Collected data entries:
================================

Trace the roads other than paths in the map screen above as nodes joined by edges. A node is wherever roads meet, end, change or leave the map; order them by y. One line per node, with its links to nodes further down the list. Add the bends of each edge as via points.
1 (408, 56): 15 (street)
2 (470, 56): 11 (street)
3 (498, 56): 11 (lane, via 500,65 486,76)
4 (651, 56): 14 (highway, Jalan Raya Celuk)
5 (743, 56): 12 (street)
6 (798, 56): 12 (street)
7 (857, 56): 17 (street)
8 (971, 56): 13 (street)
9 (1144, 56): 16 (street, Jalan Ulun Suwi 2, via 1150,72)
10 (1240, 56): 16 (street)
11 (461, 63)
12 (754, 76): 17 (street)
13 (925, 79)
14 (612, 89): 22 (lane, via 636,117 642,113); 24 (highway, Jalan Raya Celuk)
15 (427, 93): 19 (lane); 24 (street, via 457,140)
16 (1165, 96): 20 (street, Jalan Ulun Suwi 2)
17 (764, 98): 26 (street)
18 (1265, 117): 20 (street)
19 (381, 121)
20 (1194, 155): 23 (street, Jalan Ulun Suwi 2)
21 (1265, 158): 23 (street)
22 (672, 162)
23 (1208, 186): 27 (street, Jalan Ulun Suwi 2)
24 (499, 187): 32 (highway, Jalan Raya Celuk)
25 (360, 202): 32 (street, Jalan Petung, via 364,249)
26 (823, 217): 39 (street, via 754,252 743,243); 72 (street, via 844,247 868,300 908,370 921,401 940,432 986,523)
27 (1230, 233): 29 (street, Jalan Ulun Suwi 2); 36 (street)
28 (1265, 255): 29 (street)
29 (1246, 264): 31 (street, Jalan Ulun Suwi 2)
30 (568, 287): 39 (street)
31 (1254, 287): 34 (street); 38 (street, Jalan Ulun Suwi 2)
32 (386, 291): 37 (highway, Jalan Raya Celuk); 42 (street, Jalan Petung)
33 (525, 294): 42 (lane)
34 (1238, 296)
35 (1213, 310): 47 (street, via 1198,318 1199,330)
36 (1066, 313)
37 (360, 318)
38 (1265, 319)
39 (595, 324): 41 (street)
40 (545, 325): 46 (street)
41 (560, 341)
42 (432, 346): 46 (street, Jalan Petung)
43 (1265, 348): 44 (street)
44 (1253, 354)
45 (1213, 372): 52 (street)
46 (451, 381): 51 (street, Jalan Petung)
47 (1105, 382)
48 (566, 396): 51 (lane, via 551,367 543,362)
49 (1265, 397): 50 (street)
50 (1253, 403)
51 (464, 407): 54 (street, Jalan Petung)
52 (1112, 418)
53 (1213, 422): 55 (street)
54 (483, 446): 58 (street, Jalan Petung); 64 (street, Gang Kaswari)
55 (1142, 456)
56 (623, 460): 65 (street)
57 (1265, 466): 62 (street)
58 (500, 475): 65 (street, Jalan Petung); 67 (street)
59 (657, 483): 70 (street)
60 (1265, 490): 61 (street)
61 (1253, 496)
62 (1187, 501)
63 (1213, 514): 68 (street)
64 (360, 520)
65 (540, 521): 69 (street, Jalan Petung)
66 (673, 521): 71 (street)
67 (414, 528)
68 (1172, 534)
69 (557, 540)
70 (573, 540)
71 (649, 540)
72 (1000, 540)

================================

What you need to do: From the data above, state how many lines hold the string "lane", and give the number without other words.

Solution to this task: 5